- [Recorded information]:
----------------

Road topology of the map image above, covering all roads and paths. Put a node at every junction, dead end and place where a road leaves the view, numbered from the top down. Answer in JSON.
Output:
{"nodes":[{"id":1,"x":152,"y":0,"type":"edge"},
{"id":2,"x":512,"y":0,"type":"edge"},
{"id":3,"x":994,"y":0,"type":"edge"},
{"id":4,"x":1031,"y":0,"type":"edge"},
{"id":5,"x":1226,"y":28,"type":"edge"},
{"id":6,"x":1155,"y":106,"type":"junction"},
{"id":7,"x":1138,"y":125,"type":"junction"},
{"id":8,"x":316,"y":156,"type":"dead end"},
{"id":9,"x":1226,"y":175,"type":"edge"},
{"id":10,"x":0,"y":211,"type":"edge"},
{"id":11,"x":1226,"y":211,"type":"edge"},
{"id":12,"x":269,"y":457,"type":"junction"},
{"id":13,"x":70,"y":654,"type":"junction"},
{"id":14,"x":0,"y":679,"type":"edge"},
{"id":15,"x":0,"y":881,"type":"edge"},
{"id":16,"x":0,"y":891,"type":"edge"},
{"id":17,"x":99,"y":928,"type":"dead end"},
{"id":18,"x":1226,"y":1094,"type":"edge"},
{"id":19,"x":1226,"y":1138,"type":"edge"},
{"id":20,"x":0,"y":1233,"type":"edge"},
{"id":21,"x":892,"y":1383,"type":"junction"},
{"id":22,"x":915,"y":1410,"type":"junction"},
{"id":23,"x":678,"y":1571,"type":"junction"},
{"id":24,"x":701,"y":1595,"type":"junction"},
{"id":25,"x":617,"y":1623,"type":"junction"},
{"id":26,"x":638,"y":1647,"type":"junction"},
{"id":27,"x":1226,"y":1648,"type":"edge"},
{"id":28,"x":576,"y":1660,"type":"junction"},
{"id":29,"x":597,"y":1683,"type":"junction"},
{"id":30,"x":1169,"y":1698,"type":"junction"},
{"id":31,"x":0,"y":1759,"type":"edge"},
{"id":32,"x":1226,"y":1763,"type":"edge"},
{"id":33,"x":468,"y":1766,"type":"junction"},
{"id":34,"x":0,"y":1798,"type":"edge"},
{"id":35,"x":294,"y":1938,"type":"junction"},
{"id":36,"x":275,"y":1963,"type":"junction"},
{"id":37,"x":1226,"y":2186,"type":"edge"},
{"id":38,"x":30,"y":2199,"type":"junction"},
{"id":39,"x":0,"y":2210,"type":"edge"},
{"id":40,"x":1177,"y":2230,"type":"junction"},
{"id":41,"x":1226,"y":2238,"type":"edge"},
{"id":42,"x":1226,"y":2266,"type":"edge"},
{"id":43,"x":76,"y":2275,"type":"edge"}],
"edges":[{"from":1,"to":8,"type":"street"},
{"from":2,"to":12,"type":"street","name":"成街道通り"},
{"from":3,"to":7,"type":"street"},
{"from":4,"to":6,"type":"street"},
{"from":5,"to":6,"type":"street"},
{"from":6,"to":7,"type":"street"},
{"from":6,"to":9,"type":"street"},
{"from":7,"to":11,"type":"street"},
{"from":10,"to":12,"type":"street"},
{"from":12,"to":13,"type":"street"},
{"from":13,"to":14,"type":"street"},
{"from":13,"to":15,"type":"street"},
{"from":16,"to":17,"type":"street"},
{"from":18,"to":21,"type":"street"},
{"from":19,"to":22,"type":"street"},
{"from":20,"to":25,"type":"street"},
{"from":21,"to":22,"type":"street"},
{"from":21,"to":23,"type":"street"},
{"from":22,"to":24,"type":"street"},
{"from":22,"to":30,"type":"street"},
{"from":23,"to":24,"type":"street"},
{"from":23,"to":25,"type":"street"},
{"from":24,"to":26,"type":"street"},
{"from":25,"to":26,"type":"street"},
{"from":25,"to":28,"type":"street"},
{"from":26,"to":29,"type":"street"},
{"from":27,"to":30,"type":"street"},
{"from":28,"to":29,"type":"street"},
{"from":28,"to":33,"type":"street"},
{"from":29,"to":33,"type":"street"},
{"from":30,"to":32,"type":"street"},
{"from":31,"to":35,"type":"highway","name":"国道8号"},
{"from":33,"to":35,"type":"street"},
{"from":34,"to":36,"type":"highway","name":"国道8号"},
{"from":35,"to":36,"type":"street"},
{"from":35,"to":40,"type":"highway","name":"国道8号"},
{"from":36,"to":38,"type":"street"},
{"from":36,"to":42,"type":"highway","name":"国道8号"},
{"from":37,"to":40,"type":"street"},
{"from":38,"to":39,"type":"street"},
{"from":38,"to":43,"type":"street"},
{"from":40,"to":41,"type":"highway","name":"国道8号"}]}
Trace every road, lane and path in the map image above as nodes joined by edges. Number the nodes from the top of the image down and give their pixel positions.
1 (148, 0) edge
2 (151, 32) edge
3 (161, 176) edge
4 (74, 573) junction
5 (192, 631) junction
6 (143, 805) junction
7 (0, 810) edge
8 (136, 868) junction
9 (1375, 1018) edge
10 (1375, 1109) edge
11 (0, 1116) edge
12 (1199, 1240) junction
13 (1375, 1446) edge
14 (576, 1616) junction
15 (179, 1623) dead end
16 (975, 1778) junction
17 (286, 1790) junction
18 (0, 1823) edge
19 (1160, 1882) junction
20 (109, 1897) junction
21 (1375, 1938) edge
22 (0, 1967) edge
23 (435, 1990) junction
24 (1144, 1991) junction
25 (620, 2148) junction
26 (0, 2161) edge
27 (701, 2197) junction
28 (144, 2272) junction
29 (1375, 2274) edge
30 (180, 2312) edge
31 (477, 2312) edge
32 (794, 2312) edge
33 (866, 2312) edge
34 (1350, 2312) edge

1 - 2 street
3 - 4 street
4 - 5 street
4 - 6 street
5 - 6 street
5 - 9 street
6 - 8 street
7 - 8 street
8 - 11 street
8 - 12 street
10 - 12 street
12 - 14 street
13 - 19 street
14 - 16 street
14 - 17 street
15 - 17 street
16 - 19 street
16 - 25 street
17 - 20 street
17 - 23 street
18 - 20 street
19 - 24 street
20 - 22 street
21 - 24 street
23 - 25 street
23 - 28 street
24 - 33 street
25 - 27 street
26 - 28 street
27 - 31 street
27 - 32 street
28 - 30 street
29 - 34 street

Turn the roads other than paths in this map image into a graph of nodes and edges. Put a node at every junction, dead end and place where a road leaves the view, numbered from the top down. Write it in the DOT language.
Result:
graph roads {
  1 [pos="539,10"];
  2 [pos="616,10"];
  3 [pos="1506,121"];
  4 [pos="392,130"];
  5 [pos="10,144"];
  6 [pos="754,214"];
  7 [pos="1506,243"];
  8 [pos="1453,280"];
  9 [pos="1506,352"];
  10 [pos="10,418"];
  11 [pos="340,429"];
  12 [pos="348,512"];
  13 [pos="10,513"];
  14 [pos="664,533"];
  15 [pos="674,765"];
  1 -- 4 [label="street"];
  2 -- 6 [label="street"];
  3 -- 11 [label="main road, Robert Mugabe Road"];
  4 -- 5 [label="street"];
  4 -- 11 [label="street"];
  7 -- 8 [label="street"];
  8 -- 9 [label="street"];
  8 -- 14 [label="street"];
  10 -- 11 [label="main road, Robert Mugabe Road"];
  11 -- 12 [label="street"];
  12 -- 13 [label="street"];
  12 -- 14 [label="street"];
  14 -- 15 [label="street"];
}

----------------

- [Directions]: Every line above holding the string "main" should be listed.

- [Finished task]:
  3 -- 11 [label="main road, Robert Mugabe Road"];
  10 -- 11 [label="main road, Robert Mugabe Road"];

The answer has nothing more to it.